Work to complete
The records below are to be duplicated exactly as they appear.

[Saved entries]

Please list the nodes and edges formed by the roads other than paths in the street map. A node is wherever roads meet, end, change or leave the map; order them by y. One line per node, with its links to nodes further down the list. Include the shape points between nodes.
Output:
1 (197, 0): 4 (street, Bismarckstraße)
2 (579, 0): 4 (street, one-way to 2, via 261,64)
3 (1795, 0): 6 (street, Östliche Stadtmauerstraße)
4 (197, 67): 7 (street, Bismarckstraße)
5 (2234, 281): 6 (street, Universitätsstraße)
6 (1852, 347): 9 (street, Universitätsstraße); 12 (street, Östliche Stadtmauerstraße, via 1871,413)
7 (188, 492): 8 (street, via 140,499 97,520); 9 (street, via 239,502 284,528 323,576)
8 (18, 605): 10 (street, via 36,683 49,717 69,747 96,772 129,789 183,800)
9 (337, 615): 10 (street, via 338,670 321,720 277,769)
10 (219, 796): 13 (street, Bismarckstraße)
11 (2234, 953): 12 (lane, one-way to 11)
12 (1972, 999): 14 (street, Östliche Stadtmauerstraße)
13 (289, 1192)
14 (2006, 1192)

Exercise response
Please list the nodes and edges formed by the roads other than paths in the street map. A node is wherever roads meet, end, change or leave the map; order them by y. One line per node, with its links to nodes further down the list. Include the shape points between nodes.
Output:
1 (197, 0): 4 (street, Bismarckstraße)
2 (579, 0): 4 (street, one-way to 2, via 261,64)
3 (1795, 0): 6 (street, Östliche Stadtmauerstraße)
4 (197, 67): 7 (street, Bismarckstraße)
5 (2234, 281): 6 (street, Universitätsstraße)
6 (1852, 347): 9 (street, Universitätsstraße); 12 (street, Östliche Stadtmauerstraße, via 1871,413)
7 (188, 492): 8 (street, via 140,499 97,520); 9 (street, via 239,502 284,528 323,576)
8 (18, 605): 10 (street, via 36,683 49,717 69,747 96,772 129,789 183,800)
9 (337, 615): 10 (street, via 338,670 321,720 277,769)
10 (219, 796): 13 (street, Bismarckstraße)
11 (2234, 953): 12 (lane, one-way to 11)
12 (1972, 999): 14 (street, Östliche Stadtmauerstraße)
13 (289, 1192)
14 (2006, 1192)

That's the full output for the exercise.